Extracted data entries
+ + + + + + +
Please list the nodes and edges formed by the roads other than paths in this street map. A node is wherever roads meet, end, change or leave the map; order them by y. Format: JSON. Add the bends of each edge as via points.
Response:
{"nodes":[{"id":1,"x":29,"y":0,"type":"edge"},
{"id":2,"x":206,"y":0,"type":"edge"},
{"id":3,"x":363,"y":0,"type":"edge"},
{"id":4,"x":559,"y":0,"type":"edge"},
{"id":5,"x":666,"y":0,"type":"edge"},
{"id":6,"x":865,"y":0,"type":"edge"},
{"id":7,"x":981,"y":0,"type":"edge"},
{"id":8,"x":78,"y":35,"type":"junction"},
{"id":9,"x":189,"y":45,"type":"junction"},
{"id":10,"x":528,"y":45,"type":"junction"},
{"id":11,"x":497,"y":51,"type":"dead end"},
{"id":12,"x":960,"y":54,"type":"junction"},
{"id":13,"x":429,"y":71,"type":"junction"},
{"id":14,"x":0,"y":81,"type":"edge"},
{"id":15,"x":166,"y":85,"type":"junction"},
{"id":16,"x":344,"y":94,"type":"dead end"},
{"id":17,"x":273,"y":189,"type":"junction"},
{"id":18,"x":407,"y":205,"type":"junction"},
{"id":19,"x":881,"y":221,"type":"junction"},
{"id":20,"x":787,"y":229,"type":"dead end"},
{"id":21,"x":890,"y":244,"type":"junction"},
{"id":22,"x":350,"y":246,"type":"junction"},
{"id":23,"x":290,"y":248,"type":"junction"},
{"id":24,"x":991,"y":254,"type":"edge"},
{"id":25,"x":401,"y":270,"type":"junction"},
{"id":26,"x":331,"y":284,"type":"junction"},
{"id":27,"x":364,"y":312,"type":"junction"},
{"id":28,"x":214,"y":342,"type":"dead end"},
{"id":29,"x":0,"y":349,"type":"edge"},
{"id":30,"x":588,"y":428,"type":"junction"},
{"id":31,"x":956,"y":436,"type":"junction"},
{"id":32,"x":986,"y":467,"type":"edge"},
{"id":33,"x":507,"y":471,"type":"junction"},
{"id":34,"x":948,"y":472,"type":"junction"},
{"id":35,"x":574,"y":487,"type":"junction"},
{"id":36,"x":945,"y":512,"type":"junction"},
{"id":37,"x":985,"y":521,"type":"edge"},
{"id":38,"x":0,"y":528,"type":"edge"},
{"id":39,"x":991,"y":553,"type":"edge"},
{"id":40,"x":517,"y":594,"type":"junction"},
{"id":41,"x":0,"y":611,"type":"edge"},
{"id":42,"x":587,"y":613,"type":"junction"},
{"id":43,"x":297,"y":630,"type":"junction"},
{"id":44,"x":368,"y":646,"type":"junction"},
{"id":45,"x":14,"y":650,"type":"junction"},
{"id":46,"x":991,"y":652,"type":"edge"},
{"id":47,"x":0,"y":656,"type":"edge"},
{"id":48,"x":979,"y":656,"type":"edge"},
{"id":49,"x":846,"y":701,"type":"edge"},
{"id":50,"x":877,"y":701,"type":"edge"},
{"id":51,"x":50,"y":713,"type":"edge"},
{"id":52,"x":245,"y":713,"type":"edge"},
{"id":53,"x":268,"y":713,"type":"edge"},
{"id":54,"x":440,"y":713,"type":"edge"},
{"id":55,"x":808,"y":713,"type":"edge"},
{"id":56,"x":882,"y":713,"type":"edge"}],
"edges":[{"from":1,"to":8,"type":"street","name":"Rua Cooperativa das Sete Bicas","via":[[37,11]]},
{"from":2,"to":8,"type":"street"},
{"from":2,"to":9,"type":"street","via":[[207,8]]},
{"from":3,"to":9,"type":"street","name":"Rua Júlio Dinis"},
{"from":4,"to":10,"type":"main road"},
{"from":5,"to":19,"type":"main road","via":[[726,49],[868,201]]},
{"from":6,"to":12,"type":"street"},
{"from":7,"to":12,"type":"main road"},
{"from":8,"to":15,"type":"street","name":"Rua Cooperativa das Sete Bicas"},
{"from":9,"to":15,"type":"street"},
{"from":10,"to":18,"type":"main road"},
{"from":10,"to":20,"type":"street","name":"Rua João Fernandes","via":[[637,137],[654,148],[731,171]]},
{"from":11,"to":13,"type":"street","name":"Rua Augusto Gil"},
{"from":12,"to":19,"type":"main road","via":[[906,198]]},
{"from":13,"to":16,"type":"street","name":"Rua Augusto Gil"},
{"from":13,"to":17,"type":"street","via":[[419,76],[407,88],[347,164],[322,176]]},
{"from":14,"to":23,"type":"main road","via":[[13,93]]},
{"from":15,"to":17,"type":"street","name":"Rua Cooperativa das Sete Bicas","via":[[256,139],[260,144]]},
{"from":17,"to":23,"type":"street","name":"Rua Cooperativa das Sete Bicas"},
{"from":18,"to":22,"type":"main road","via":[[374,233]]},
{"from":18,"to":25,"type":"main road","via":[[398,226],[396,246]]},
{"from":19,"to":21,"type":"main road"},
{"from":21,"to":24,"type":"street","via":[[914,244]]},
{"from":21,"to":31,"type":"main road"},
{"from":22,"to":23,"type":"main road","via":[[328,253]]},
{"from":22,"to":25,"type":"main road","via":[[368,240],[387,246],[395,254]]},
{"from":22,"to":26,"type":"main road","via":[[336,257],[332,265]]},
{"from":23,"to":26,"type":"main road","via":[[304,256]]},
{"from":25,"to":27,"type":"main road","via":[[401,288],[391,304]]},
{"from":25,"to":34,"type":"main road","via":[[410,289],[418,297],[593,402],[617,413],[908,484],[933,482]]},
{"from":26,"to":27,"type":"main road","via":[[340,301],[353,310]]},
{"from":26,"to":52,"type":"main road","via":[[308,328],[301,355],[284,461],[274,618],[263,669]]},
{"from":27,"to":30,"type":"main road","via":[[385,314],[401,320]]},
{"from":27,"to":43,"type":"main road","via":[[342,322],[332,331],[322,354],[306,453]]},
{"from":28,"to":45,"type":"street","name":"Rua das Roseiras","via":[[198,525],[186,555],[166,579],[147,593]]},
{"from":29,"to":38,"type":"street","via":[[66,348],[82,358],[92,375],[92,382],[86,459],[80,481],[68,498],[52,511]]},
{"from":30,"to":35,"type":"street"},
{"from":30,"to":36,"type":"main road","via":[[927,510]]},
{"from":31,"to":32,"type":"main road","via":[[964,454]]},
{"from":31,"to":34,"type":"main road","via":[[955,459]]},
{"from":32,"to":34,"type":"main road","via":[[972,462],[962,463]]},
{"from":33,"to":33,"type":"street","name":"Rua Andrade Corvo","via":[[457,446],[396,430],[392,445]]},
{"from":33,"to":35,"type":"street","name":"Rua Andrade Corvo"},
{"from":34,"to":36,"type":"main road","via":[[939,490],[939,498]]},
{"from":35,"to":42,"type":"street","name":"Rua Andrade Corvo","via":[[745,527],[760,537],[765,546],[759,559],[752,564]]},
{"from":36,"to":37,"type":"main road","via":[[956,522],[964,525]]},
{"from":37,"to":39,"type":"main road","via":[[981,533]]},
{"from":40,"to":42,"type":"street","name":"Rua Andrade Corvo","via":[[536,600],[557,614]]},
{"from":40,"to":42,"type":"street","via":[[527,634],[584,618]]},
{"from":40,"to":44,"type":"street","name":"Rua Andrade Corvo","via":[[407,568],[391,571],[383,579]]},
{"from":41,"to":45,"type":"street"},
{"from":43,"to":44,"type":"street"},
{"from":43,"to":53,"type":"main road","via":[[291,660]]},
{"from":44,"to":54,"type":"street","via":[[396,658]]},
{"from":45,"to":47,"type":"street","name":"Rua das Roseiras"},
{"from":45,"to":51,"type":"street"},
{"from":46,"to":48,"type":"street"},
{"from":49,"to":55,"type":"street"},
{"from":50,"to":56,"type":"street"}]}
+ + + + + + +
- **Work order**
Which lines of the data include the string "Bicas"? Find them and copy each one.

- **Task response**
"edges":[{"from":1,"to":8,"type":"street","name":"Rua Cooperativa das Sete Bicas","via":[[37,11]]},
{"from":8,"to":15,"type":"street","name":"Rua Cooperativa das Sete Bicas"},
{"from":15,"to":17,"type":"street","name":"Rua Cooperativa das Sete Bicas","via":[[256,139],[260,144]]},
{"from":17,"to":23,"type":"street","name":"Rua Cooperativa das Sete Bicas"},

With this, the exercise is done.